Casandrino-Grumo Nevano. Genitori da zero in condotta.
Sembrerebbe trattarsi di una notizia di inizio Novecento dove, in un contesto socioculturale disagiato come quello del Mezzogiorno post-unitario, era veramente facile imbattersi in situazioni simili. Andare a scuola, anche solo per imparare a “leggere, scrivere e far di conto” era una condizione quasi privilegiata per i figli dei contadini campani. Mancanza di istruzione, arretratezza socioculturale, condizioni economiche che spingevano le famiglie più disagiate ad impiegare fin dalla tenera età i propri figli nelle attività di famiglia, come ad esempio il lavoro nei campi, minavano non poco l’efficacia delle riforma scolasticha che istituiva la scuola pubblica dell’obbligo (1859, Legge Casati). Sembrerebbe, dicevamo. Perché, di fatto, non è così.
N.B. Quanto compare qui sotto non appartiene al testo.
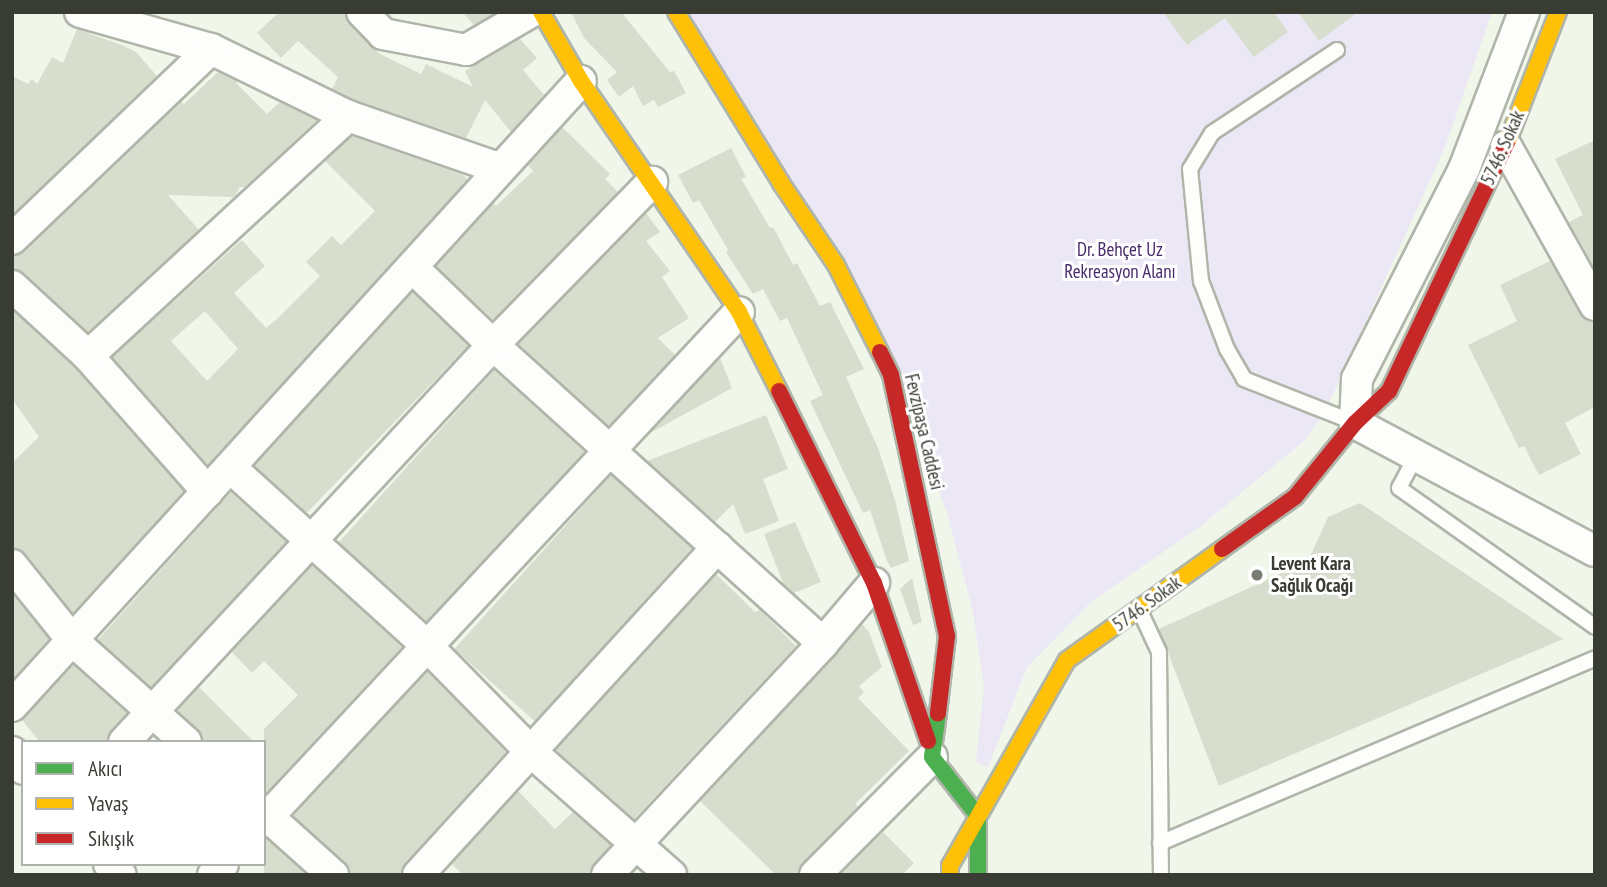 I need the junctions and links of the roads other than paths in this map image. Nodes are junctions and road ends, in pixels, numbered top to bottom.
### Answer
1 (80, 12) edge
2 (362, 12) edge
3 (531, 12) edge
4 (541, 12) edge
5 (676, 12) edge
6 (1524, 12) edge
7 (1558, 12) edge
8 (211, 49) junction
9 (1337, 50) dead end
10 (581, 81) junction
11 (348, 116) junction
12 (1506, 146) junction
13 (498, 168) junction
14 (652, 182) junction
15 (12, 239) edge
16 (413, 268) junction
17 (12, 286) edge
18 (1595, 305) edge
19 (739, 312) junction
20 (493, 345) junction
21 (88, 356) junction
22 (1355, 423) junction
23 (609, 451) junction
24 (1416, 456) junction
25 (230, 468) junction
26 (208, 492) junction
27 (311, 541) junction
28 (1592, 542) edge
29 (717, 547) junction
30 (12, 565) edge
31 (874, 583) junction
32 (1139, 610) junction
33 (1595, 627) edge
34 (72, 640) junction
35 (823, 643) junction
36 (426, 645) junction
37 (1595, 658) edge
38 (12, 706) edge
39 (153, 712) junction
40 (126, 740) edge
41 (184, 740) edge
42 (530, 751) junction
43 (932, 757) junction
44 (978, 816) junction
45 (266, 817) edge
46 (1160, 843) junction
47 (635, 844) junction
48 (334, 875) edge
49 (418, 875) edge
50 (607, 875) edge
51 (671, 875) edge
52 (815, 875) edge
53 (950, 875) edge
54 (978, 875) edge
55 (1161, 875) edge

1 - 8 street
2 - 3 street
4 - 10 street
5 - 43 street, Fevzipaşa Caddesi
6 - 22 street, 5746. Sokak
7 - 12 street, 5746. Sokak
8 - 11 street
8 - 15 street
9 - 22 lane
10 - 13 street
10 - 14 street
11 - 13 street
11 - 21 street
12 - 18 street
12 - 22 street, 5746. Sokak
13 - 16 street
14 - 19 street
14 - 20 street
16 - 20 street
16 - 25 street
17 - 21 street
19 - 23 street
19 - 31 street
20 - 23 street
20 - 27 street
21 - 26 street
22 - 24 street
22 - 32 street, 5746. Sokak
23 - 29 street
23 - 36 street
24 - 28 street
24 - 33 lane
25 - 26 street
25 - 27 street
26 - 34 street
27 - 36 street
27 - 39 street
29 - 35 street
29 - 42 street
30 - 34 street
31 - 35 street
31 - 43 street
32 - 44 street, 5746. Sokak
32 - 46 lane
34 - 38 street
34 - 39 street
35 - 47 street
36 - 42 street
36 - 45 street
37 - 46 lane
39 - 40 street
39 - 41 street
42 - 47 street
42 - 49 street
43 - 44 street
43 - 52 street
44 - 53 street
44 - 54 street
45 - 48 street
46 - 55 lane
47 - 50 street
47 - 51 street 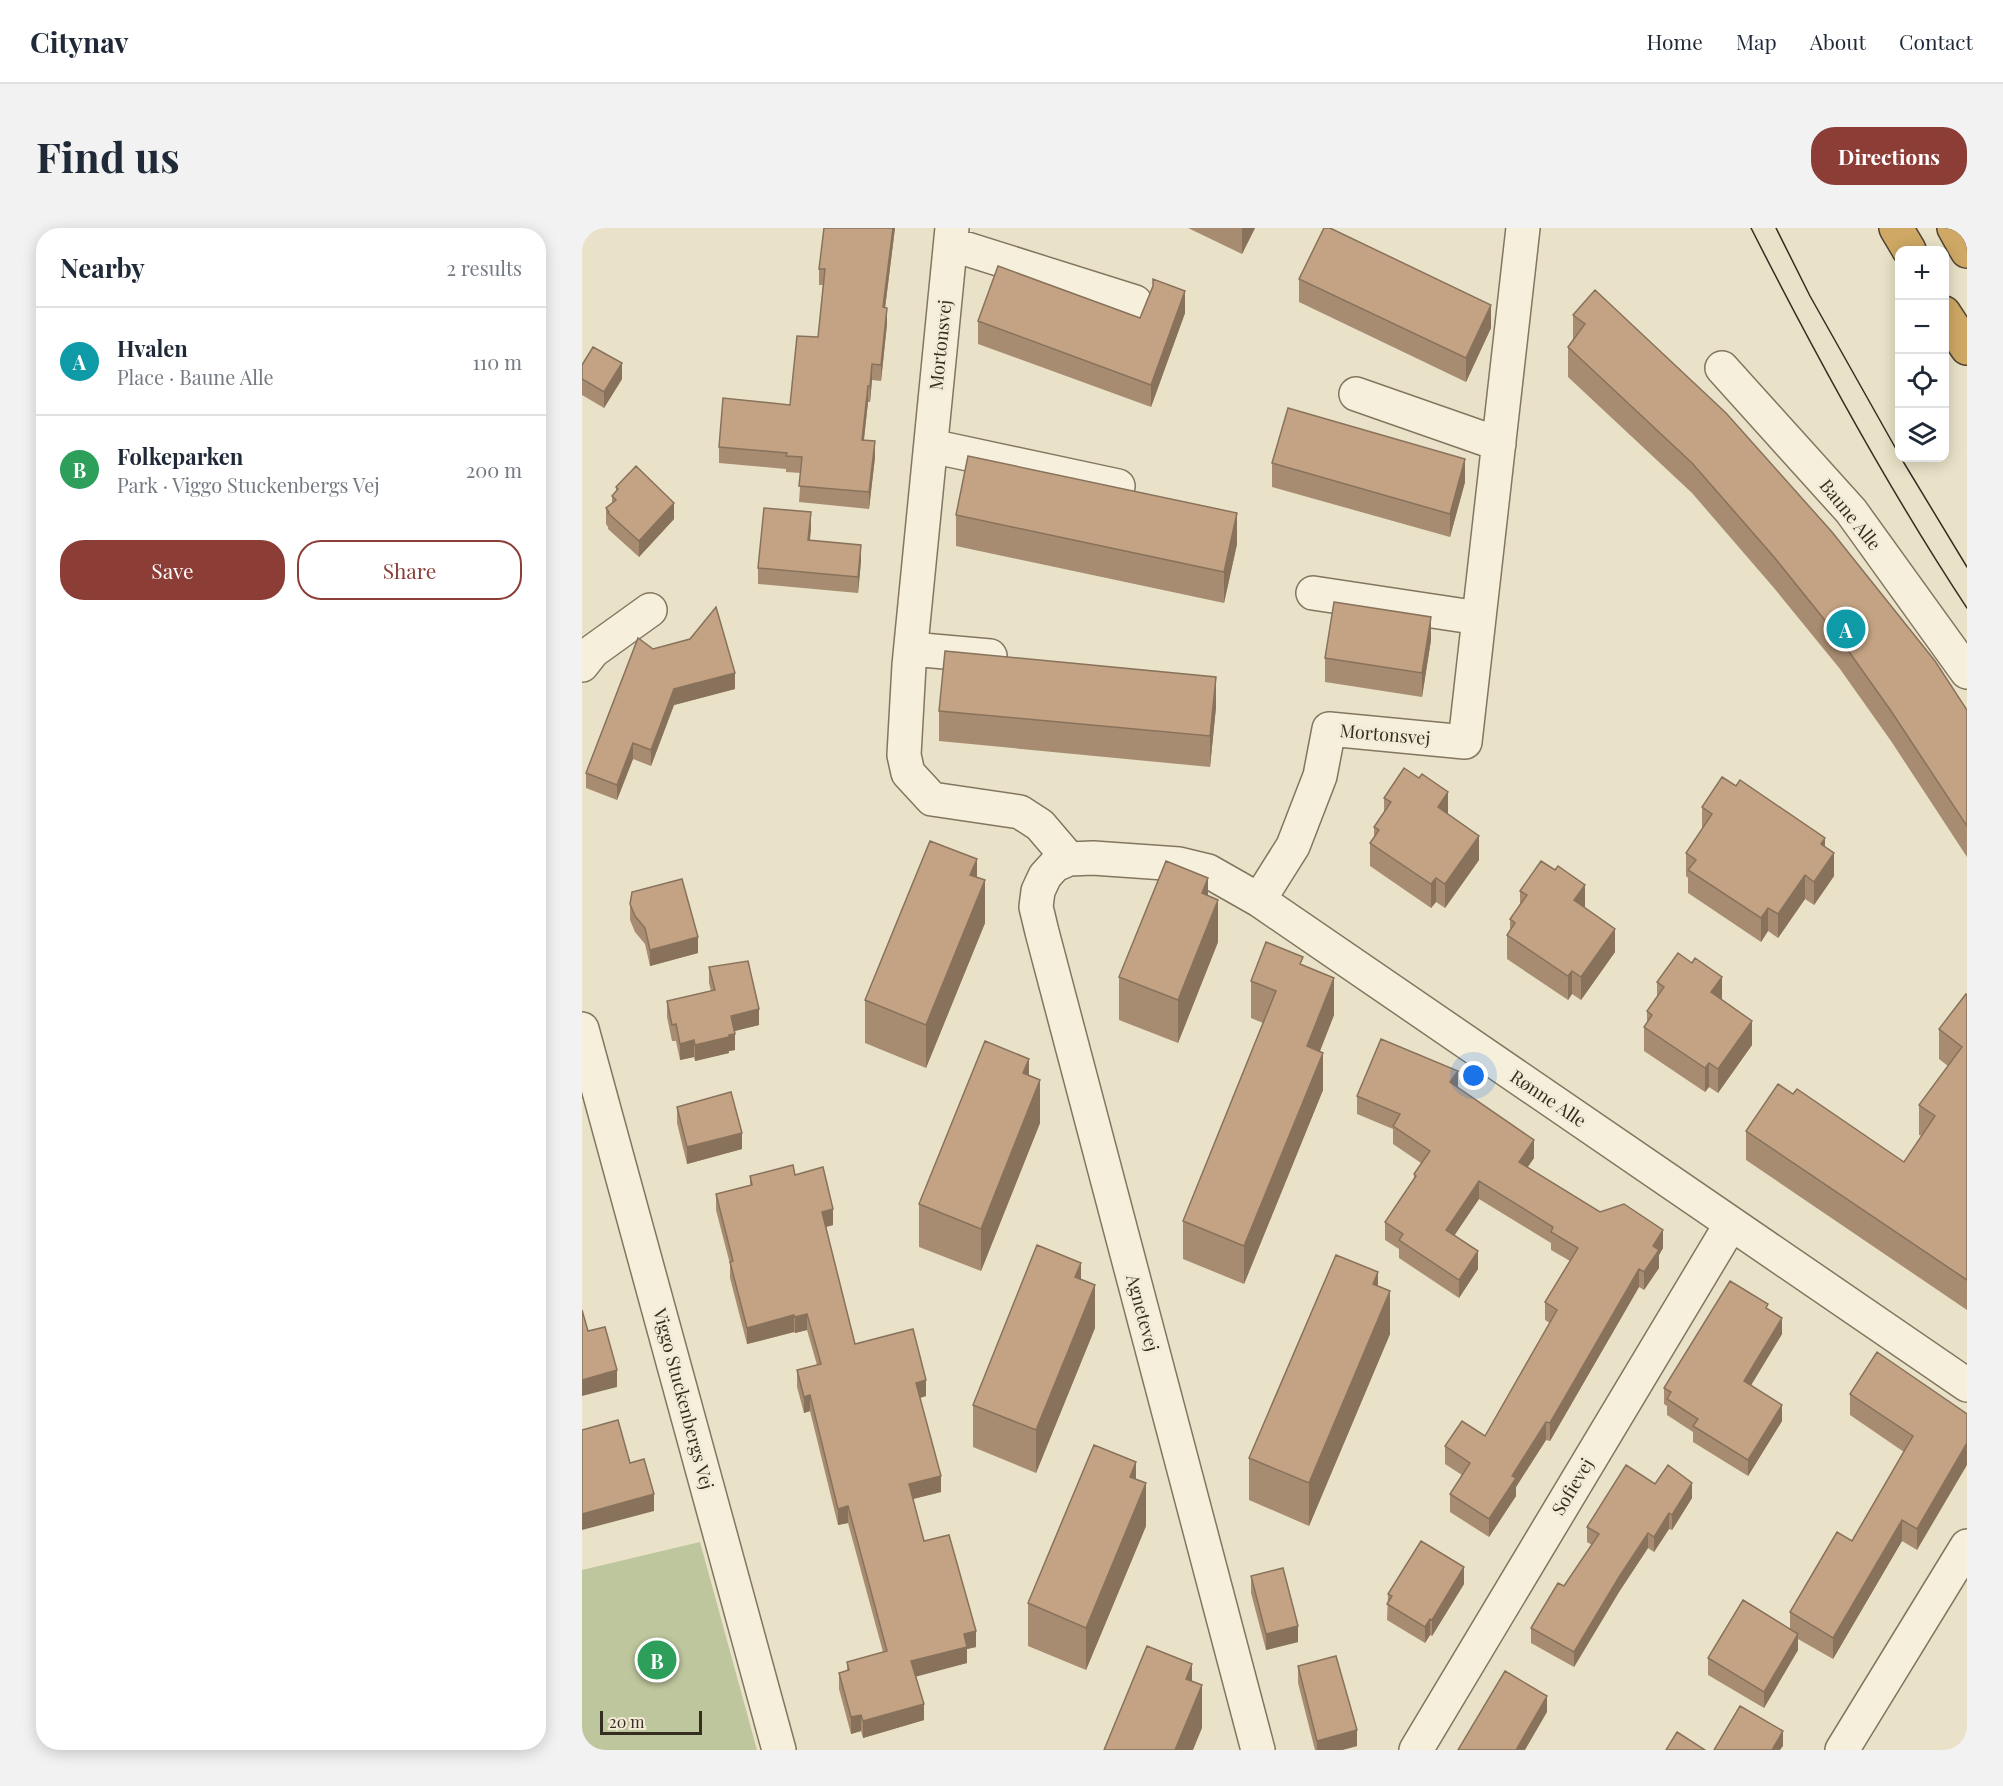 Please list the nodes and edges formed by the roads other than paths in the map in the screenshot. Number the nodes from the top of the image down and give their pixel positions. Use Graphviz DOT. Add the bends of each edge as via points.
graph roads {
  1 [pos="1523,228"];
  2 [pos="1896,228"];
  3 [pos="1954,228"];
  4 [pos="951,236"];
  5 [pos="1907,246"];
  6 [pos="1967,251"];
  7 [pos="1135,302"];
  8 [pos="1481,302"];
  9 [pos="1513,317"];
  10 [pos="1949,321"];
  11 [pos="1967,348"];
  12 [pos="1722,368"];
  13 [pos="1356,394"];
  14 [pos="1499,444"];
  15 [pos="931,446"];
  16 [pos="1118,486"];
  17 [pos="1313,593"];
  18 [pos="650,610"];
  19 [pos="1479,618"];
  20 [pos="911,649"];
  21 [pos="1014,658"];
  22 [pos="582,665"];
  23 [pos="1967,672"];
  24 [pos="1057,867"];
  25 [pos="1258,900"];
  26 [pos="584,1042"];
  27 [pos="1731,1224"];
  28 [pos="1967,1385"];
  29 [pos="1967,1546"];
  30 [pos="779,1750"];
  31 [pos="1258,1750"];
  32 [pos="1416,1750"];
  33 [pos="1842,1750"];
  1 -- 9 [label="street, Mortonsvej"];
  2 -- 5 [label="highway"];
  3 -- 6 [label="highway"];
  4 -- 7 [label="street, Mortonsvej"];
  4 -- 15 [label="street, Mortonsvej"];
  8 -- 9 [label="street"];
  9 -- 14 [label="street, Mortonsvej"];
  10 -- 11 [label="highway"];
  12 -- 23 [label="street, Baune Alle" via="1851,511"];
  13 -- 14 [label="street"];
  14 -- 19 [label="street, Mortonsvej"];
  15 -- 16 [label="street"];
  15 -- 20 [label="street, Mortonsvej"];
  17 -- 19 [label="street"];
  18 -- 22 [label="street" via="593,651"];
  19 -- 25 [label="street, Mortonsvej" via="1465,742 1329,729 1320,776 1293,846"];
  20 -- 21 [label="street"];
  20 -- 24 [label="street, Mortonsvej" via="904,755 908,773 932,799 1020,812 1040,825"];
  24 -- 25 [label="street, Rønne Alle" via="1093,858 1179,864 1208,871"];
  24 -- 31 [label="street, Agnetevej" via="1038,891 1036,907 1041,932"];
  25 -- 27 [label="street, Rønne Alle"];
  26 -- 30 [label="street, Viggo Stuckenbergs Vej"];
  27 -- 28 [label="street, Rønne Alle"];
  27 -- 32 [label="street, Sofievej"];
  29 -- 33 [label="street"];
}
La notizia della denuncia per inadempienza dell’obbligo scolastico è di quest’oggi. E fa riferimento a nuclei familiari residenti a Scampia e a Secondigliano. Ancora una volta, i quartieri famosi in tutto il mondo per essere stati il setting della faida di camorra che ha coinvolto il cartello camorristico dell’ “Alleanza di Secondigliano”, scatenando una guerra fratricida tra il clan Di Lauro e un cospicuo gruppo di famiglie distaccatesi e definite, poi, Scissioniste, salta alla ribalta della cronaca cittadina per un grave atto di illegalità.
Le indagini, che sono state condotte dal personale dell'ufficio minori, hanno evidenziato una gravissima tendenza alla dispersione scolastica. Tendenza frutto di problematiche serie che la periferia settentrionale tuttora non riesce a superare. La gravità della situazione è palesata dalle motivazioni per cui il fenomeno si è riacutizzato. Ciò che realmente sconcerta non è tanto la consapevolezza che i genitori dei ragazzi hanno del mancato rispetto dell’obbligo scolastico, bensì il fatto che siano proprio i genitori a spingere i loro figli a non frequentare la scuola dell’obbligo. Alcuni genitori, infatti, contattati dagli agenti della polizia municipale, coordinati dal generale Luigi Sementa, si sono giustificati dicendo che il lavoro dei loro ragazzi è necessario per contribuire a sostenere economicamente le famiglie disagiate.
Ci risiamo. La faida è cosa passata. L’attenzione dei media è completamente spostata sulle grandi politiche cittadine come il Forum delle Culture, la riqualificazione del Centro Storico ma nelle periferie si continua a vivere di stenti nel più buio disagio. Il numero delle denuncie effettuate dalla polizia municipale di Napoli stamani parla chiaro: i quartieri della periferia nord della città versano in uno stato di abbandono tale da meritare interventi massicci se si intende migliorare le condizioni di vivibilità dell’intero capoluogo campano.
Viene da chiedersi: come può accadere tutto ciò, se al posto di aprire nuovi centri di aggregazione e di scuole, si provvede a ridurre i costi della pubblica istruzione chiudendo edifici scolastici proprio nella periferia a nord della città?